• **RECORDS FOR THIS TASK**
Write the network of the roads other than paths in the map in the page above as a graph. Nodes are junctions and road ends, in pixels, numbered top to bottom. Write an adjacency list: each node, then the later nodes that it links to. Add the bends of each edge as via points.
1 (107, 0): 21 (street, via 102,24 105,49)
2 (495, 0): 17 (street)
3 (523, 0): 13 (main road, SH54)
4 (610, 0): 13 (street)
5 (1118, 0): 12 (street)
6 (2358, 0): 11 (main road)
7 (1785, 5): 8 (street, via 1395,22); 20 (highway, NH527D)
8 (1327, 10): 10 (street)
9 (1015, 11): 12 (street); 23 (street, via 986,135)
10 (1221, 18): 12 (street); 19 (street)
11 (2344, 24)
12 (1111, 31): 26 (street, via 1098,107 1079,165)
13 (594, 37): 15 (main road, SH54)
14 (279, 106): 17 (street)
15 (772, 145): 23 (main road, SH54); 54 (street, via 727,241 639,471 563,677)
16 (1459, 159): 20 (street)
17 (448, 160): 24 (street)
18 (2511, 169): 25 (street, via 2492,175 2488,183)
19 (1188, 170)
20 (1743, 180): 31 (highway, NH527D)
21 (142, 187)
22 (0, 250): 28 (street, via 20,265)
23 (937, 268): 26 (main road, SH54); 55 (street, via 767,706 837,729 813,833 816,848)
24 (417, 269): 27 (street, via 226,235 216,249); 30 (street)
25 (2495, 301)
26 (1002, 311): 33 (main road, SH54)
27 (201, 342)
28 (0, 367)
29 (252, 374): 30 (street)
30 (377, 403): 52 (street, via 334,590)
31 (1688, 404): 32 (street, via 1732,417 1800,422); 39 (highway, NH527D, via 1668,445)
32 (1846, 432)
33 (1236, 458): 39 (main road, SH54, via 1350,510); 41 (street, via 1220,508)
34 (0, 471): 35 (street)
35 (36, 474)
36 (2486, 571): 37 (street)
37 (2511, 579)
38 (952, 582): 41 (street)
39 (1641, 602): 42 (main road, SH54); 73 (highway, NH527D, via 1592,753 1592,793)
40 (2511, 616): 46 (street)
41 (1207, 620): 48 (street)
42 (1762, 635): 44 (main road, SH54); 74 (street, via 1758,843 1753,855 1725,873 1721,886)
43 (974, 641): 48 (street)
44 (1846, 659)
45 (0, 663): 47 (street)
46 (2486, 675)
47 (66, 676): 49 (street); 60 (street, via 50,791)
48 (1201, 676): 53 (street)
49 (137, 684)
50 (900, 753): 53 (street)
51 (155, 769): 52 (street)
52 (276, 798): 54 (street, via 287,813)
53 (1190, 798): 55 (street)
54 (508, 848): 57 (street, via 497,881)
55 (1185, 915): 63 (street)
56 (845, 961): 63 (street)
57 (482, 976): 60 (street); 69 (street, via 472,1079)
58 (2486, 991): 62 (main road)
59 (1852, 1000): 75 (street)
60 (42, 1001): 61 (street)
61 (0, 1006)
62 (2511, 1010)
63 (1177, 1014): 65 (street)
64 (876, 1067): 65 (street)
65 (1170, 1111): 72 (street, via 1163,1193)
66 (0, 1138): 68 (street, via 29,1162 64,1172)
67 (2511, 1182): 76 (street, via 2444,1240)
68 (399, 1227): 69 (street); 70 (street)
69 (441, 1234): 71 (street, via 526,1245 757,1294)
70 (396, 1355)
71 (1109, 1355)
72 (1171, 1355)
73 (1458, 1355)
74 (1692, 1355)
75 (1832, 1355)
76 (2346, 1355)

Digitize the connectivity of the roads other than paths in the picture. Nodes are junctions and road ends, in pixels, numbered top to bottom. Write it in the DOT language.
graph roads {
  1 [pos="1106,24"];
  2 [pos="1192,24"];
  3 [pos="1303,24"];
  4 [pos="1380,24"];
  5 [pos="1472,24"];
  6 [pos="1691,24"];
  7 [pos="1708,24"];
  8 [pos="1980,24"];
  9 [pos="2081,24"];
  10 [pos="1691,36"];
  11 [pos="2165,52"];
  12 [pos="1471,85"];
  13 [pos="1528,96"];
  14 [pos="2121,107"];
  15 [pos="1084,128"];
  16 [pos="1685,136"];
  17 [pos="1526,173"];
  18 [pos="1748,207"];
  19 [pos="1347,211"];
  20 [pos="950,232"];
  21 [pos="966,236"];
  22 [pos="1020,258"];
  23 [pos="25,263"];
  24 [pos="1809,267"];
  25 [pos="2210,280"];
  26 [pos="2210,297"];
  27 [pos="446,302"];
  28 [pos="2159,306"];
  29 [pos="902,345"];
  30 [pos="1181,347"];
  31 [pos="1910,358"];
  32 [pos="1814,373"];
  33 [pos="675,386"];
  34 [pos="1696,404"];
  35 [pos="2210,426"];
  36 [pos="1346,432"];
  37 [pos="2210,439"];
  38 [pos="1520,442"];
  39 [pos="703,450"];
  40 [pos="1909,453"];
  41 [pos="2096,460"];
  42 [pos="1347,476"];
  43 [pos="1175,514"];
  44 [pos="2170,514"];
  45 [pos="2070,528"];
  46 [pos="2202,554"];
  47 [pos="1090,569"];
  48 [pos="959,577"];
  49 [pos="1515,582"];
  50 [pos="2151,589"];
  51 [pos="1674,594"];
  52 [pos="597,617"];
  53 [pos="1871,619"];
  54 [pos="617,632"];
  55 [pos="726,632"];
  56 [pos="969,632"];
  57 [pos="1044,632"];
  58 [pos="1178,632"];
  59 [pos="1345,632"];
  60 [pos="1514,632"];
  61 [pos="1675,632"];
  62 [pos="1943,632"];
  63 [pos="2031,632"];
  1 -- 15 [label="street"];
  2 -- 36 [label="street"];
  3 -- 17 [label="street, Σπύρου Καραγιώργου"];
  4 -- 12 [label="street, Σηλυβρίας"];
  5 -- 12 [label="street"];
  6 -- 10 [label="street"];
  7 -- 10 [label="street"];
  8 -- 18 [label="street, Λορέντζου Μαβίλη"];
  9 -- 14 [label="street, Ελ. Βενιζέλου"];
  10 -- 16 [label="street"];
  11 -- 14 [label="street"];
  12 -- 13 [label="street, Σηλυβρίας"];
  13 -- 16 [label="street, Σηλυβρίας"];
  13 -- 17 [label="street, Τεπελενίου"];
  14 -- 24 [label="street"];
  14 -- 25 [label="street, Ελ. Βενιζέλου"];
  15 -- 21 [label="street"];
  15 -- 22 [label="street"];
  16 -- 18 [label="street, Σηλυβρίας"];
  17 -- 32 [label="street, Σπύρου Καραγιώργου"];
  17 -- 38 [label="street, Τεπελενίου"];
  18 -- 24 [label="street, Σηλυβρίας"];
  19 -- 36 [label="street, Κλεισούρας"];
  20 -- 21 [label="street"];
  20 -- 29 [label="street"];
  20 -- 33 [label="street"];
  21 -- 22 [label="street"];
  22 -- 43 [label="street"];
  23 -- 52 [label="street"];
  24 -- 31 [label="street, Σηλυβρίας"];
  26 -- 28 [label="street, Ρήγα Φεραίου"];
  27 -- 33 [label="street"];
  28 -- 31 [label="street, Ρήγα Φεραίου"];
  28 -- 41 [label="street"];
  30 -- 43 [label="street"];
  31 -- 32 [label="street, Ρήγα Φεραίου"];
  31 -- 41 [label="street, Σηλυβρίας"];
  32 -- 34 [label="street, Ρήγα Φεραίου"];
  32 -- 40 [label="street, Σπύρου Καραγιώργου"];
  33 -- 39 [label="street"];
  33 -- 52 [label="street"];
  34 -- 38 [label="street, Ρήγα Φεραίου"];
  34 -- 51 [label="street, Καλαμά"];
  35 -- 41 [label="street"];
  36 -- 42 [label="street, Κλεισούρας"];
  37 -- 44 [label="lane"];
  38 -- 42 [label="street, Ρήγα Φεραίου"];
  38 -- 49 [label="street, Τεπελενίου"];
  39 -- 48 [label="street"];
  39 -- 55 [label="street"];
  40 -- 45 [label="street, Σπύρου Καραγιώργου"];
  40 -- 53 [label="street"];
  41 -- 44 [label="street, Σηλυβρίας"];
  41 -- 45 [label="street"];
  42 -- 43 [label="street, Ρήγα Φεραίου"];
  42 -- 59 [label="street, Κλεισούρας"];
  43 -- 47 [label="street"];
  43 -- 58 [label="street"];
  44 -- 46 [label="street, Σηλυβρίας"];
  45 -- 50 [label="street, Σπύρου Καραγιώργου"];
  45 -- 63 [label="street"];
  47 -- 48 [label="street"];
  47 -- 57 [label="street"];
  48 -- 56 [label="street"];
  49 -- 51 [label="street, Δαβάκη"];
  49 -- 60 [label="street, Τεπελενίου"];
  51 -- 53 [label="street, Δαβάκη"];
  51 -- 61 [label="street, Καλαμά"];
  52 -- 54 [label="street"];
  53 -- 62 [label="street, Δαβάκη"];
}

• **ASSIGNED TASK**
Report, for the data above, every line in which the string "Ρήγα" appears.

• **RESULT BELOW**
  26 -- 28 [label="street, Ρήγα Φεραίου"];
  28 -- 31 [label="street, Ρήγα Φεραίου"];
  31 -- 32 [label="street, Ρήγα Φεραίου"];
  32 -- 34 [label="street, Ρήγα Φεραίου"];
  34 -- 38 [label="street, Ρήγα Φεραίου"];
  38 -- 42 [label="street, Ρήγα Φεραίου"];
  42 -- 43 [label="street, Ρήγα Φεραίου"];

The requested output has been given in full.